Disclaimer: This summary was created using Artificial Intelligence (AI)

Jakarta, IDN Times - Selama masa kepemimpinannya, Paus Fransiskus dikenal sebagai pemimpin Gereja Katolik yang berupaya membuka ruang lebih luas bagi perempuan, meskipun tetap dalam kerangka ajaran Gereja. Gerakannya yang inklusif pada isu kemanusiaan termasuk perempuan jadi kehilangan besar bagi umat katolik. Paus Fransiskus meninggal di usia 88 tahun dan akan dimakamkan pada Sabtu, 26 Februari 2025 pukul 10.00 waktu Vatikan.

Namun berikut adalah lima gerakan atau keputusan penting dari Paus Fransiskus yang menunjukkan sikap ramah terhadap perempuan, yang bisa dikenang dan jadikan teladan pengingat dalam proses jalannya kepemimpinan Katolik di dunia.

1. Penunjukan perempuan di posisi tinggi di Vatikan

Menteri Agama Nasaruddin Umar bersama Paus Fransiskus di Masjid Istiqlal, Jakarta. (Dok Kemenag)
Menteri Agama Nasaruddin Umar bersama Paus Fransiskus di Masjid Istiqlal, Jakarta. (Dok Kemenag)

Pada 2025 Paus juga  mengangkat Suster Petrini sebagai Presiden Komisi Kepausan dan Kegubernuran Negara Kota Vatikan. Suster Raffaella Petrini adalah Presiden baru Komisi Kepausan untuk Negara Kota Vatikan dan Presiden Kegubernuran Negara Kota Vatikan.

Suster Petrini, anggota Suster Fransiskan Ekaristi ini, telah menjabat sebagai Sekretaris Jenderal Kegubernuran sejak 2021. Dengan pengangkatan ini, dia menjadi wanita pertama yang memegang posisi kepemimpinan tertinggi dalam struktur administratif Vatikan.

Paus Fransiskus juga secara aktif menunjuk perempuan ke posisi strategis di Vatikan, termasuk jabatan yang sebelumnya hanya diisi oleh kaum pria. Salah satu contoh menonjol adalah pengangkatan Sr.
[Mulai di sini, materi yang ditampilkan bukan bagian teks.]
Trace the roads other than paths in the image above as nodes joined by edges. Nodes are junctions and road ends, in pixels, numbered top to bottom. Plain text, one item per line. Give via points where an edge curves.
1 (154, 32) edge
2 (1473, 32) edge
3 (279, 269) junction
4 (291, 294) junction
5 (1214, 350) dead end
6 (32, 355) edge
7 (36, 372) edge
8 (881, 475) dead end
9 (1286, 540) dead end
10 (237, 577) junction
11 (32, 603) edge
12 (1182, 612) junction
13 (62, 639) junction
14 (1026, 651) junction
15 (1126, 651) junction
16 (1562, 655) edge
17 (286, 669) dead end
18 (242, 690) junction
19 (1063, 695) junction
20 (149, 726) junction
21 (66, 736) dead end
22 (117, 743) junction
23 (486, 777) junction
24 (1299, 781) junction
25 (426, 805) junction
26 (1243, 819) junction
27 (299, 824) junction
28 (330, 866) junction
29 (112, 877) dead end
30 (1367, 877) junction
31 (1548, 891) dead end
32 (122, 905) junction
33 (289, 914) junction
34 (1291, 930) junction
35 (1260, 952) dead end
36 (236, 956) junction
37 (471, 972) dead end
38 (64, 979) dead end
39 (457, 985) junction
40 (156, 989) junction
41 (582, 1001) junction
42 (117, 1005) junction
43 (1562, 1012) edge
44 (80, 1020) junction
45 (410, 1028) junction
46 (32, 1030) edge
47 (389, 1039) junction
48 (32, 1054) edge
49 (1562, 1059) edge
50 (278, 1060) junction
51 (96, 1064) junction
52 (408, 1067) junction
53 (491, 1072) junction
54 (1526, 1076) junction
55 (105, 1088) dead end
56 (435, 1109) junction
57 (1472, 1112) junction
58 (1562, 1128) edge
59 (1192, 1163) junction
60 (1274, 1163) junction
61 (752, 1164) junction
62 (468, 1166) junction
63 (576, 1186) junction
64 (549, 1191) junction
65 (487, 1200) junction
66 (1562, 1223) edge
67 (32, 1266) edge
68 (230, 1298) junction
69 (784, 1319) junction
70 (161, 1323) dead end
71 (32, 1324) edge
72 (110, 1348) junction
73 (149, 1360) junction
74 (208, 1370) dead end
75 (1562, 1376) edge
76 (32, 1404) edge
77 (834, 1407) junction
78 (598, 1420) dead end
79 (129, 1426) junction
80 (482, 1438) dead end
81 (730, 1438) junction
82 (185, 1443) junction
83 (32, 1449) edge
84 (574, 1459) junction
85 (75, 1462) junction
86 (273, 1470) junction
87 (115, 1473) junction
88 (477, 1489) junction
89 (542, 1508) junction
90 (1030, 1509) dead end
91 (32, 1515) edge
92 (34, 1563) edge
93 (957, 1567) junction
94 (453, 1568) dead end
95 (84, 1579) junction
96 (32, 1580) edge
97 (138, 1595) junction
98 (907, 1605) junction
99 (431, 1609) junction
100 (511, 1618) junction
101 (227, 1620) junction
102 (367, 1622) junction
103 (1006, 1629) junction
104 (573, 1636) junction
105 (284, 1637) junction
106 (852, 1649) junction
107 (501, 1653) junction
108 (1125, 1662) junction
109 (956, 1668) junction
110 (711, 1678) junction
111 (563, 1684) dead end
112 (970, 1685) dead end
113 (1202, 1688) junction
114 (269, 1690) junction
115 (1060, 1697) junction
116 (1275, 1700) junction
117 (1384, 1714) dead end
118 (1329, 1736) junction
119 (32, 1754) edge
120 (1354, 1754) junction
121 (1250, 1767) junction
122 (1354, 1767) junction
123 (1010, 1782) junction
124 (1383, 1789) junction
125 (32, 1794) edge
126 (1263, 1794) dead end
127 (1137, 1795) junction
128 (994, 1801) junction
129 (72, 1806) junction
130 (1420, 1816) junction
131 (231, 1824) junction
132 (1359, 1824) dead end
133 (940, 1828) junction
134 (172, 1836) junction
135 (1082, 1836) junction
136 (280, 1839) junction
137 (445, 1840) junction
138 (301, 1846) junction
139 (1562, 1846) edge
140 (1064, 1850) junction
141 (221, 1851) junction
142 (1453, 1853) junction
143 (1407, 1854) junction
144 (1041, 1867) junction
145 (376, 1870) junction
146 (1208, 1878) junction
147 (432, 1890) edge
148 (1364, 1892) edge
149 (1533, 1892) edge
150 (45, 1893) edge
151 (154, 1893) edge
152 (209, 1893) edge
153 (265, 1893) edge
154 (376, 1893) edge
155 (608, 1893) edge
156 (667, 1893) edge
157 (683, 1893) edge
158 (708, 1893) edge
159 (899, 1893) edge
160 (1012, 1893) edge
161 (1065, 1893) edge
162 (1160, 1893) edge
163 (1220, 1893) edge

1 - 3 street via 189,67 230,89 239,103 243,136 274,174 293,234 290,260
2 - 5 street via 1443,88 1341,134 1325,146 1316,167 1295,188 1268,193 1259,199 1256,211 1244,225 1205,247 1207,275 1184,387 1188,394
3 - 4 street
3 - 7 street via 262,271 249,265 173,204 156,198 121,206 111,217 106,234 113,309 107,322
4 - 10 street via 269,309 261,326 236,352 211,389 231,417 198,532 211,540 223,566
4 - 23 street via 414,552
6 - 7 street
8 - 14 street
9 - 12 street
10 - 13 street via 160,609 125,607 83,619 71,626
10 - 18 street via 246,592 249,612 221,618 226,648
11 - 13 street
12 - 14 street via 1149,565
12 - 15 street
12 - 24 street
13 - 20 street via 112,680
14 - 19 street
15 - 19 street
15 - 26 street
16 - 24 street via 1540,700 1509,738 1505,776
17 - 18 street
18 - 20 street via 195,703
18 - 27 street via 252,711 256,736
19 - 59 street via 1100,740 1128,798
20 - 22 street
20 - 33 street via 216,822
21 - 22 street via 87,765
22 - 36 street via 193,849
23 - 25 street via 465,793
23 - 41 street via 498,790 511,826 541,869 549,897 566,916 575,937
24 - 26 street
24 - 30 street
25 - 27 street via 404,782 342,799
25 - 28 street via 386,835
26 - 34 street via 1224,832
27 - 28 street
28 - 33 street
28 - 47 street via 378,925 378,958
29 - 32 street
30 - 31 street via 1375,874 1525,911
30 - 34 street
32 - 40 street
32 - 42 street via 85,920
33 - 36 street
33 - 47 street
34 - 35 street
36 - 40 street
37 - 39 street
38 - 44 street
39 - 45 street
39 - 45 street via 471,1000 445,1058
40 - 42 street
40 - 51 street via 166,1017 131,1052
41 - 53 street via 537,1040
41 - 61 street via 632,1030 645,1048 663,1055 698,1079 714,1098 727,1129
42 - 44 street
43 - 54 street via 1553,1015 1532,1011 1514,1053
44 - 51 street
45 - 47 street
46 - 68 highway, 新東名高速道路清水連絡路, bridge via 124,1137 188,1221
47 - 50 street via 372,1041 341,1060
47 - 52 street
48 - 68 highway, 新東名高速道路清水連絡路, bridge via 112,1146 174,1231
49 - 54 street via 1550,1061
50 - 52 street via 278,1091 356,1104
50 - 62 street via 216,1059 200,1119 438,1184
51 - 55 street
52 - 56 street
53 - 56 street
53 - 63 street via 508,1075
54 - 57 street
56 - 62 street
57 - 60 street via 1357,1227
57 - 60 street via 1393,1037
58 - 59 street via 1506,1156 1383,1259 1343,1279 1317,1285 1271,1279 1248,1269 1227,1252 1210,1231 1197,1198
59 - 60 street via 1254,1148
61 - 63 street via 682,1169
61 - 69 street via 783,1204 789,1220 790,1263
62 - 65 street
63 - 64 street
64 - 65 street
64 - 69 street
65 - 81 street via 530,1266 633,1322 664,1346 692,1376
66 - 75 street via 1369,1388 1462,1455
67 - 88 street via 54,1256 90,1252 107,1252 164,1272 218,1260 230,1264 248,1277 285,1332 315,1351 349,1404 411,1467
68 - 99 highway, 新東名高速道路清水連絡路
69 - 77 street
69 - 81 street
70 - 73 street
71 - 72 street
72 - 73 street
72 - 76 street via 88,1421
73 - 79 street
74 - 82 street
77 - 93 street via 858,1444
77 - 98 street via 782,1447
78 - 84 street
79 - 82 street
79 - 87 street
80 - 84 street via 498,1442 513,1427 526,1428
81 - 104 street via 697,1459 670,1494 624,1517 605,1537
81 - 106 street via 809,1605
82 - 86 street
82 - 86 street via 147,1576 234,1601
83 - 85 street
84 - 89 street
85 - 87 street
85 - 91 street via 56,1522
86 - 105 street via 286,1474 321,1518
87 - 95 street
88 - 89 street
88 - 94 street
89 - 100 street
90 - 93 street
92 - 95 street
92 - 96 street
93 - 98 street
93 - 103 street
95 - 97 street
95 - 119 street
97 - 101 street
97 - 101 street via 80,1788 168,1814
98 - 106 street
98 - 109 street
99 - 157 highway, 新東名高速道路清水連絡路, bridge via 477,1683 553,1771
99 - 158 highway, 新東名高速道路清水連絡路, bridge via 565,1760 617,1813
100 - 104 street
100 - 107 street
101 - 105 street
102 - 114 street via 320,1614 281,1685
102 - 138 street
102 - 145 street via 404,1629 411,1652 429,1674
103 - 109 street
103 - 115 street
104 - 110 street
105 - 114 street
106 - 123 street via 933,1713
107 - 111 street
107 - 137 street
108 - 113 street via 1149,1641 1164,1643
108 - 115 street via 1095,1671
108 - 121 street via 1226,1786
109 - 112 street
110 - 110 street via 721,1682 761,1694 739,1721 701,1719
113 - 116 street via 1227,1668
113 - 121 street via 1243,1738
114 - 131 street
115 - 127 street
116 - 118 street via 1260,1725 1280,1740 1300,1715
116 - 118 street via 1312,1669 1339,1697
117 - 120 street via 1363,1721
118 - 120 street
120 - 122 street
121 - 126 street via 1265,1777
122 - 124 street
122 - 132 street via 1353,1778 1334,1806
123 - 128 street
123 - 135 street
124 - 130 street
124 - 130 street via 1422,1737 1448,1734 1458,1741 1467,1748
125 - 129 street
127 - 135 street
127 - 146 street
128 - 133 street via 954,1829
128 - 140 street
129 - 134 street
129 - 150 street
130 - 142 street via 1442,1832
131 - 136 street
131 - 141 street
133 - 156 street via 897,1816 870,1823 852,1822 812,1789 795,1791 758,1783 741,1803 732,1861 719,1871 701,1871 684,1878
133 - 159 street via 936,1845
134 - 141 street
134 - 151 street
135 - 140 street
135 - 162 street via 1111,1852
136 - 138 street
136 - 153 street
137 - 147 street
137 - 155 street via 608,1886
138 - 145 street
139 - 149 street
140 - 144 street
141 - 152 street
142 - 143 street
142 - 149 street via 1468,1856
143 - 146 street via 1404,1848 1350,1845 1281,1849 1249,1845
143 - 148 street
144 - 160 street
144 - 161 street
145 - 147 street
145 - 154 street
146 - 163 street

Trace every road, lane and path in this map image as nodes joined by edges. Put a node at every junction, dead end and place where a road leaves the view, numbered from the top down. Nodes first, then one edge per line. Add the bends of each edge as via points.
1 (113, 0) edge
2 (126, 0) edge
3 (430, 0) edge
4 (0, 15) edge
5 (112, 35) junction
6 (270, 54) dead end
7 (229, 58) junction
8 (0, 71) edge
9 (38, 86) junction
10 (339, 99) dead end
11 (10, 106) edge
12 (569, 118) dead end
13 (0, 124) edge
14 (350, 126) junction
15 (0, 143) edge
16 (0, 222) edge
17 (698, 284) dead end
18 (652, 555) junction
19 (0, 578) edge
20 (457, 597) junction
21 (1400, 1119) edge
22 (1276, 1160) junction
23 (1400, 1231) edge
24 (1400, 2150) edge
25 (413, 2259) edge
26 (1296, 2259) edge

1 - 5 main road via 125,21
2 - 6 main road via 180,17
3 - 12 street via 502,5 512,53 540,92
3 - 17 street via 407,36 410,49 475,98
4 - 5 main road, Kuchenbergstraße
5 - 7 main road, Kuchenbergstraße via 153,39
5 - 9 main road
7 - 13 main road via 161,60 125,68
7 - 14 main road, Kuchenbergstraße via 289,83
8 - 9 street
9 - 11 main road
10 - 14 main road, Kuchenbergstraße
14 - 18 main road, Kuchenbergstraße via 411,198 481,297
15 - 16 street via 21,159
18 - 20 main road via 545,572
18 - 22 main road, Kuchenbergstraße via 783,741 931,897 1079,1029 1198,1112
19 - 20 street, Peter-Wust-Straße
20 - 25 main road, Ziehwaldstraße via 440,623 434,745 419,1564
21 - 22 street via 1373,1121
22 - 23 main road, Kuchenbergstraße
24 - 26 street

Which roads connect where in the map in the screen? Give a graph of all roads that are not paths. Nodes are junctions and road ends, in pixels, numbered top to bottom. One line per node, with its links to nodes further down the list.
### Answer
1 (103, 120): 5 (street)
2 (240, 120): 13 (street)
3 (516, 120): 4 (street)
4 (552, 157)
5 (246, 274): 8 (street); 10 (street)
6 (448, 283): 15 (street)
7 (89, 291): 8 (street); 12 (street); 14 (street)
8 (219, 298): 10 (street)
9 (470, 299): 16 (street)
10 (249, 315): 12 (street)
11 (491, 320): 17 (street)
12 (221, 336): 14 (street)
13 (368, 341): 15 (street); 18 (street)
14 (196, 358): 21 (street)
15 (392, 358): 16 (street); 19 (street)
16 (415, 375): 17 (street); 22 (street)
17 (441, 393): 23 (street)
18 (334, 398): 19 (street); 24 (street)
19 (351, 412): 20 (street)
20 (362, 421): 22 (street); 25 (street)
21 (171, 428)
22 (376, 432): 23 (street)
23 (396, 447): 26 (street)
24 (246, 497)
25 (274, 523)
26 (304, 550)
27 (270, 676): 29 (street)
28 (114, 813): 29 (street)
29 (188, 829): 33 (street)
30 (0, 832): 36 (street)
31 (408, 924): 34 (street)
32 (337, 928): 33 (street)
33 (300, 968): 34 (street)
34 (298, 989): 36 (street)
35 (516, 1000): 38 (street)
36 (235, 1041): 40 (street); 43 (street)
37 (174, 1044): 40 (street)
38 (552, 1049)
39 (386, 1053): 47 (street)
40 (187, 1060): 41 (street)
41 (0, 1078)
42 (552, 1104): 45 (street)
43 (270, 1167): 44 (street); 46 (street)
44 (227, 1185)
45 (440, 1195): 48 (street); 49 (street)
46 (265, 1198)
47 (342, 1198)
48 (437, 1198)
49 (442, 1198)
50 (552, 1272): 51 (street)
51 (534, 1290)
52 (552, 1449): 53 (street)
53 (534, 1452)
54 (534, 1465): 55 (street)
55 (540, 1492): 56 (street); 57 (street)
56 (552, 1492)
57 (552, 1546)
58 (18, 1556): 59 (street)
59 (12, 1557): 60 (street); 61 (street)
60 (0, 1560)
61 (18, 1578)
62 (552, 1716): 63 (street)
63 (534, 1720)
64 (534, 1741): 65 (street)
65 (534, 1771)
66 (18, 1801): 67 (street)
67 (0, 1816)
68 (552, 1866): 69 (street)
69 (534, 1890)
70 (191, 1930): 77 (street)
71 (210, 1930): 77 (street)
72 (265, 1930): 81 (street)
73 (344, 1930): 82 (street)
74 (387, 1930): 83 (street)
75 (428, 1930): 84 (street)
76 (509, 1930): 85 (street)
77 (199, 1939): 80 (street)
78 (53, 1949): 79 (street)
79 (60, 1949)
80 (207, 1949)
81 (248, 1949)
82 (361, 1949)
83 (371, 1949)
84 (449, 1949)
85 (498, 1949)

Nathalie Becquart sebagai Wakil Sekretaris Sinode Para Uskup pada 2021.

2. Perempuan bisa menikmati kesetaraan kesempatan penuh

kunjungan Paus Fransiskus ke Tanah Suci Kemartiran Haemi di Korea pada 17 Agustus 2014 (commons.wikimedia.org/Republic of Korea)
kunjungan Paus Fransiskus ke Tanah Suci Kemartiran Haemi di Korea pada 17 Agustus 2014 (commons.wikimedia.org/Republic of Korea)

Di sebuah prakata buku berjudul More Women's Leadership for a Better World  situs Vatican News dalam rangka Hari Perempuan Internasional pada 2023, dia juga menyerukan kesetaraan dalam keberagaman yang menjadi "lapangan yang terbuka bagi semua pemain", meski memang perlu mengakui ada perbedaan antara lelaki dan wanita.

"Saya pikir jika perempuan bisa menikmati kesetaraan kesempatan penuh, mereka dapat berkontribusi secara substansial menuju perubahan yang diperlukan demi mencapai dunia perdamaian, inklusi, setia kawan, dan berkelanjutan secara integral," kata Fransiskus dikutip dari Vatican News.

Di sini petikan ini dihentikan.